Bryan Ujueta: When we played South By Southwest, it was the first show of our first tour—we hadn’t really toured yet. Since then, we’ve been on five tours, and playing every night really helps correct mistakes that you find early on. You can start to see a progression when you’re playing every day. At first, it was just getting to know how everyone performed onstage and learning to improvise with each other. Now I think we play as a band.

There are a lot of moments on Color Your Life where it sounds like your songs are formed from improvising, getting in a room and airing out all of your ideas. Meanwhile a song like “Meet the Frownies” sounds very structured. Is there a preference? How do you think the band works best?

BU: It depends on the song. There are a couple new ones that we do live, which we know we’ll have to record, so we put those on a grid. Some ideas are more aboiut supporting Andrea, where we imagine ourselves as her backing band. It’s just sort of nice to find something we can all agree on. We like to try a variety of angles and ways to approach the music.

What really draws me to the music is the dreamy quality of it, like there’s an indifference to it. It’s not exactly lazy or sleepy, but it’s constantly shifting in and out of mood. It’s amorphous and not forceful. I’m curious to know if you are conscious of making music that is so open to interpretation?

BU: I do think we try to make our music evolve and grow, shrink and grow, and move through a lot of different things as it goes along. We all listen to such different music, so pulling parts from each other’s preferences and making something cohesive, yet under the radar, is important. We like music from around the world, from different time periods, so making music we all like from these different preferences is the challenge.

I hear a lot of Fleetwood Mac in your music, and that’s not just a product of having Andrea on vocals. Would you admit to aiming for that soft-rock feel?

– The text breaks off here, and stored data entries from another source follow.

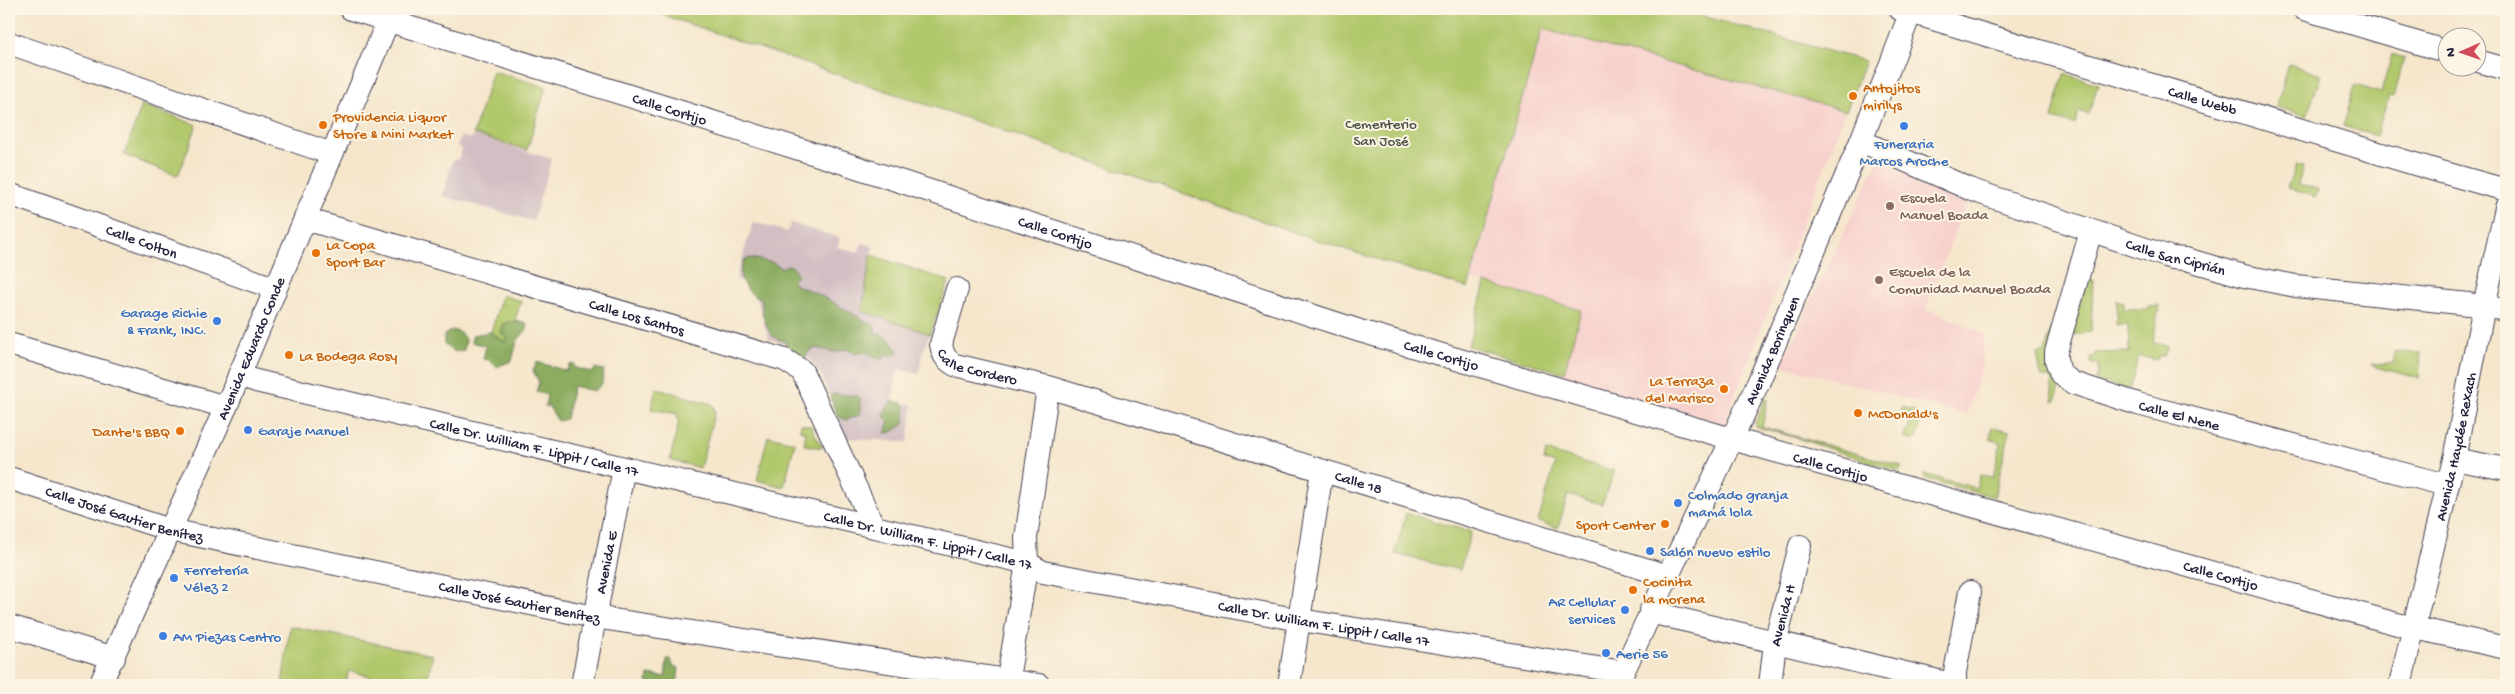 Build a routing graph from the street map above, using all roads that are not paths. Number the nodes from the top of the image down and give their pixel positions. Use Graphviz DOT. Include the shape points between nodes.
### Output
graph roads {
  1 [pos="351,9"];
  2 [pos="2304,9"];
  3 [pos="1908,10"];
  4 [pos="390,15"];
  5 [pos="9,43"];
  6 [pos="2438,49"];
  7 [pos="2488,63"];
  8 [pos="2506,69"];
  9 [pos="1861,141"];
  10 [pos="332,154"];
  11 [pos="2506,190"];
  12 [pos="9,194"];
  13 [pos="2506,208"];
  14 [pos="305,219"];
  15 [pos="2091,231"];
  16 [pos="274,288"];
  17 [pos="957,289"];
  18 [pos="2484,306"];
  19 [pos="2506,310"];
  20 [pos="9,344"];
  21 [pos="239,375"];
  22 [pos="1048,387"];
  23 [pos="226,407"];
  24 [pos="1732,439"];
  25 [pos="2454,459"];
  26 [pos="624,468"];
  27 [pos="2506,469"];
  28 [pos="1322,471"];
  29 [pos="9,478"];
  30 [pos="2446,486"];
  31 [pos="874,527"];
  32 [pos="170,530"];
  33 [pos="1800,546"];
  34 [pos="1027,563"];
  35 [pos="1668,576"];
  36 [pos="1970,592"];
  37 [pos="1650,612"];
  38 [pos="594,617"];
  39 [pos="1300,620"];
  40 [pos="9,626"];
  41 [pos="2414,628"];
  42 [pos="1775,643"];
  43 [pos="2506,648"];
  44 [pos="114,658"];
  45 [pos="1620,679"];
  46 [pos="1007,683"];
  47 [pos="100,685"];
  48 [pos="582,685"];
  49 [pos="1039,685"];
  50 [pos="1289,685"];
  51 [pos="1770,685"];
  52 [pos="1955,685"];
  53 [pos="2400,685"];
  1 -- 4 [label="street, Calle Cortijo"];
  2 -- 6 [label="street"];
  3 -- 9 [label="street, Avenida Borinquen"];
  3 -- 11 [label="street, Calle Webb"];
  4 -- 10 [label="street, Avenida Eduardo Conde"];
  4 -- 24 [label="street, Calle Cortijo" via="1360,330"];
  5 -- 10 [label="street"];
  7 -- 8 [label="street"];
  9 -- 15 [label="street, Calle San Ciprián" via="1972,190"];
  9 -- 24 [label="street, Avenida Borinquen"];
  10 -- 14 [label="street, Avenida Eduardo Conde"];
  12 -- 16 [label="street, Calle Colton"];
  13 -- 18 [label="street, Avenida Haydée Rexach"];
  14 -- 16 [label="street, Avenida Eduardo Conde"];
  14 -- 31 [label="street, Calle Los Santos" via="785,360 802,370"];
  15 -- 18 [label="street, Calle San Ciprián" via="2172,258 2296,286"];
  15 -- 30 [label="street, Calle El Nene" via="2056,352 2058,367 2066,379 2138,404"];
  16 -- 21 [label="street, Avenida Eduardo Conde"];
  17 -- 22 [label="street, Calle Cordero" via="941,344 947,360"];
  18 -- 19 [label="street, Calle San Ciprián"];
  18 -- 25 [label="street, Avenida Haydée Rexach"];
  20 -- 23 [label="street"];
  21 -- 23 [label="street, Avenida Eduardo Conde"];
  21 -- 26 [label="street, Calle Dr. William F. Lippit / Calle 17"];
  22 -- 28 [label="street, Calle 18"];
  22 -- 34 [label="street" via="1026,538"];
  23 -- 32 [label="street, Avenida Eduardo Conde"];
  24 -- 35 [label="street, Avenida Borinquen"];
  24 -- 41 [label="street, Calle Cortijo"];
  25 -- 27 [label="street"];
  25 -- 30 [label="street, Avenida Haydée Rexach"];
  26 -- 31 [label="street, Calle Dr. William F. Lippit / Calle 17"];
  26 -- 38 [label="street, Avenida E"];
  28 -- 35 [label="street, Calle 18"];
  28 -- 39 [label="street"];
  29 -- 32 [label="street, Calle José Gautier Benítez"];
  30 -- 41 [label="street, Avenida Haydée Rexach"];
  31 -- 34 [label="street, Calle Dr. William F. Lippit / Calle 17"];
  32 -- 38 [label="street, Calle José Gautier Benítez"];
  32 -- 44 [label="street, Avenida Eduardo Conde"];
  33 -- 42 [label="street, Avenida H"];
  34 -- 39 [label="street, Calle Dr. William F. Lippit / Calle 17" via="1043,572"];
  34 -- 46 [label="street"];
  35 -- 37 [label="street, Avenida Borinquen"];
  36 -- 52 [label="street"];
  37 -- 42 [label="street"];
  37 -- 45 [label="street, Avenida Borinquen"];
  38 -- 46 [label="street, Calle José Gautier Benítez"];
  38 -- 48 [label="street, Avenida E"];
  39 -- 45 [label="street, Calle Dr. William F. Lippit / Calle 17"];
  39 -- 50 [label="street"];
  40 -- 44 [label="street"];
  41 -- 43 [label="street, Calle Cortijo"];
  41 -- 53 [label="street, Avenida Haydée Rexach"];
  42 -- 51 [label="street, Avenida H"];
  42 -- 52 [label="street"];
  44 -- 47 [label="street, Avenida Eduardo Conde"];
  46 -- 49 [label="street, Calle José Gautier Benítez"];
}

BU: We love Fleetwood Mac. I think Tusk is one of our favorite records. The more controlled, soft-rock thing is actually something we like to try and do. We used to call it “wall of small.” There’s more room in the mix if every sound is a little more careful and soft. When the sound isn’t as essential, you can make it louder and louder for more effect. When you listen to a Sade record, you can keep cranking the volume and it just fills the space more and more without being distracting.

As a band in their twenties, do you think the influence of Radiohead is somewhat ubiquitous at this point? And do you think that’s a good thing or bad thing?

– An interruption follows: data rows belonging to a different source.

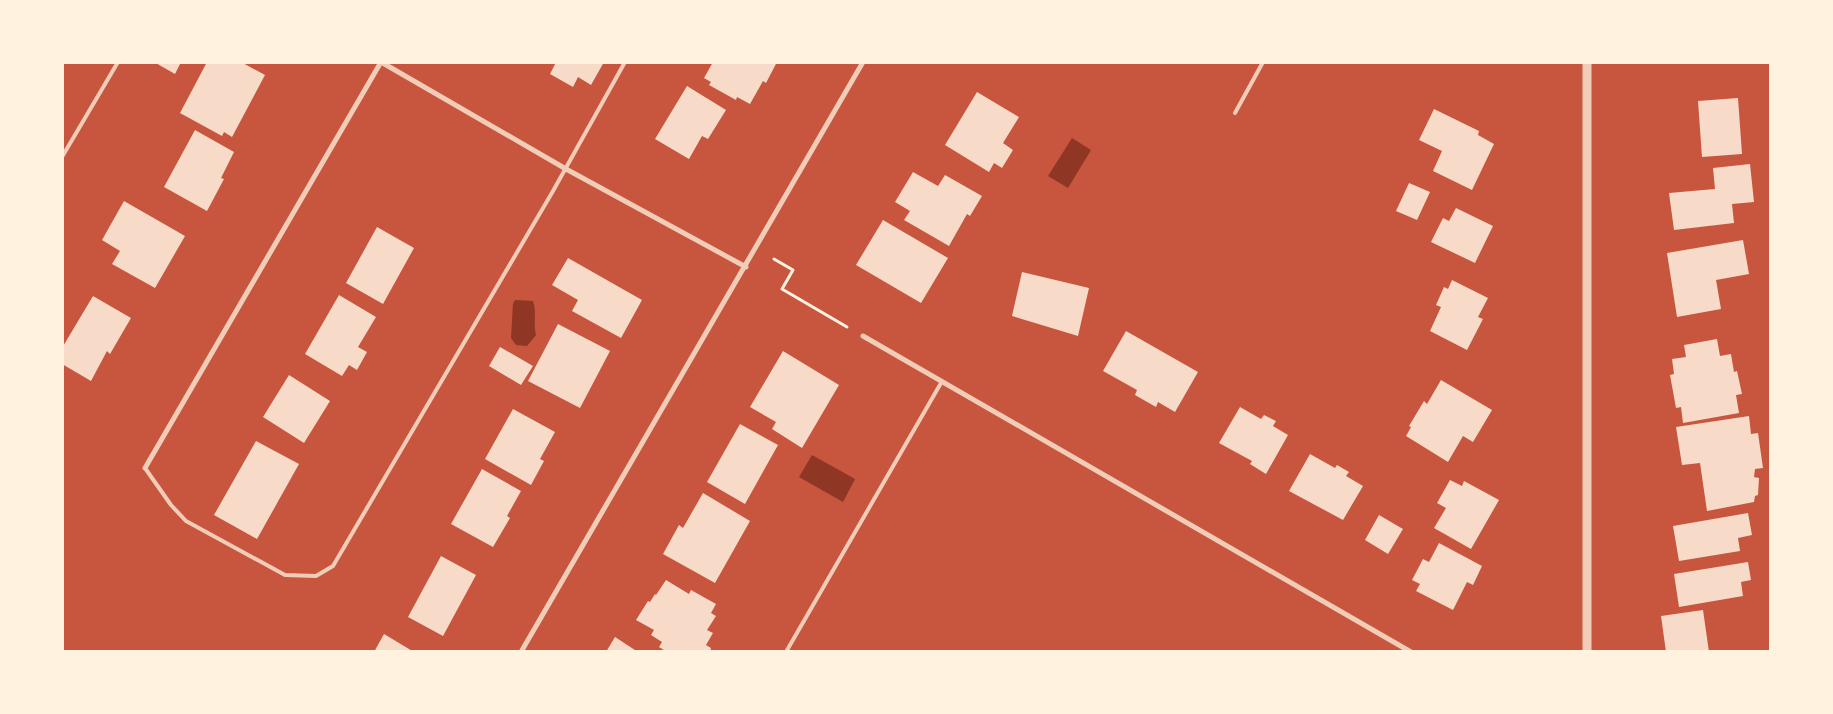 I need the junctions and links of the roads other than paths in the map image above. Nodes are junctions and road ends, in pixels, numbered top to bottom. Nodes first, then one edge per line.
1 (118, 62) edge
2 (381, 62) edge
3 (625, 62) edge
4 (863, 62) edge
5 (1263, 62) edge
6 (1587, 62) edge
7 (1235, 113) dead end
8 (62, 157) edge
9 (566, 169) junction
10 (746, 267) junction
11 (863, 336) road end
12 (941, 382) junction
13 (144, 468) joint
14 (521, 652) edge
15 (786, 652) edge
16 (1411, 652) edge
17 (1587, 652) edge

1 - 8 lane
2 - 9 street
2 - 13 street
3 - 9 lane
4 - 10 street
5 - 7 lane
6 - 17 street
9 - 10 street
9 - 13 lane
10 - 14 street
11 - 12 street
12 - 15 lane
12 - 16 street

BU: Radiohead to me falls into maybe the same category that Stereolab falls in, or artists that don’t really discriminate against any genre. When you apply that to someone’s songwriting style, and then texture the sounds and get everything in there, it works no matter how disparate the influence. Really, it actually is more of a Beatles thing, the sense of feeling free and that anything can happen, instead of putting up walls. To me, Radiohead is fearless. They can make a club song or an acoustic song and no one will blink an eye.

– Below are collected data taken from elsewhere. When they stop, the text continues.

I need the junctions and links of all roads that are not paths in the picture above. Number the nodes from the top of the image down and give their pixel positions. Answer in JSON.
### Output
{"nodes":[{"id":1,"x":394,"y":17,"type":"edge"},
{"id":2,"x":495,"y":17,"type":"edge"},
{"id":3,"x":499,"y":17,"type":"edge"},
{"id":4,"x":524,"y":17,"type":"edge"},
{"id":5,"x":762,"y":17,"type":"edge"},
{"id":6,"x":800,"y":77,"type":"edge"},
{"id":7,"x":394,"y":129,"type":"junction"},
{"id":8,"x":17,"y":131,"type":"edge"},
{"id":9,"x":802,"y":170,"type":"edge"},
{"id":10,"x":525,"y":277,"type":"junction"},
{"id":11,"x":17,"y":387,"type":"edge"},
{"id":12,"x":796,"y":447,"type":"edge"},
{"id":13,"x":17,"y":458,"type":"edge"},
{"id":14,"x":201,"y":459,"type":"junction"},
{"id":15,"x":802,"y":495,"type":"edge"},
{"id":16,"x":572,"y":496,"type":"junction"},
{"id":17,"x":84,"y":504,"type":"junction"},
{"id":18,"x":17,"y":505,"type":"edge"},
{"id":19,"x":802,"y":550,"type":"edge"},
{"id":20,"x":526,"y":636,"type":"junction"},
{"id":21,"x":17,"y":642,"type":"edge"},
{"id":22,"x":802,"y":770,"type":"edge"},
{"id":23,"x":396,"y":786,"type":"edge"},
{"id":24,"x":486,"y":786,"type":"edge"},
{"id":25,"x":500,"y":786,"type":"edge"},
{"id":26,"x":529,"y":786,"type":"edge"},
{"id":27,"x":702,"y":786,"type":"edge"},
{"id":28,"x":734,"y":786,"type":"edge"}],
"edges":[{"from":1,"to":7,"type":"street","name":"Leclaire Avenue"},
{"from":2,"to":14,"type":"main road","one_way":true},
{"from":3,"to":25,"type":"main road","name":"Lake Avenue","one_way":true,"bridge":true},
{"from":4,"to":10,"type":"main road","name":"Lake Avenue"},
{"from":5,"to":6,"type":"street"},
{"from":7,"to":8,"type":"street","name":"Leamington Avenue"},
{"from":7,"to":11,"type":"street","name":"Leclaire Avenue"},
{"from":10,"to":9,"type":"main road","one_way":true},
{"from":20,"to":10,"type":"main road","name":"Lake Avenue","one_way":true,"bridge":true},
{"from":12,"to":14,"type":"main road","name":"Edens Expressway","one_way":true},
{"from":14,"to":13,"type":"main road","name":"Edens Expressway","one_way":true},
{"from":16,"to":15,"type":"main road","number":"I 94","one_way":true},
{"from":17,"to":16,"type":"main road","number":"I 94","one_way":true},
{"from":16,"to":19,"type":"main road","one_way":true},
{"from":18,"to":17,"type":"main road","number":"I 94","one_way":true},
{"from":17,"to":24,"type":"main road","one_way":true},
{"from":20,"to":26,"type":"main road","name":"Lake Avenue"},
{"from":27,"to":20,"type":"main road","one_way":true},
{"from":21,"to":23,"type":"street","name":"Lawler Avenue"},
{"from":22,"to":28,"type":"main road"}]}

I read that one day you dreamed of scoring a Godard movie, and I also think your music lends itself to scoring films. Is that something you’ve pursued?

BU: I was pretty obsessed with film for awhile. Living in Texas for awhile, all I did was watch movies. I just reconnected with my aunt, who is in her forties and majoring in film. She made her thesis and she needed music, so I took our tracks and remixed things to score her film. That’s definitely something we’d like to do one day, but first I’d like for us to put out a few records before we do anything like that as a band.

So when should we expect an album? Can you describe how it’s different from what we’ve heard so far?

BU: We have four more dates of this tour, then we go to Europe for 12 days. We rented a house in Long Island for when we come back, and we’ll be recording the album from December 1 to April 1. It’s going to have a much larger variety, in part because there’s going to be more tracks, but also because I think we want to be much bolder and commit to decisions much more. We want to pull everything into extremes. If it’s danceable, make it really danceable. If it’s sad, make it really sad. We want to pull everything into a more dramatic pocket of the spectrum.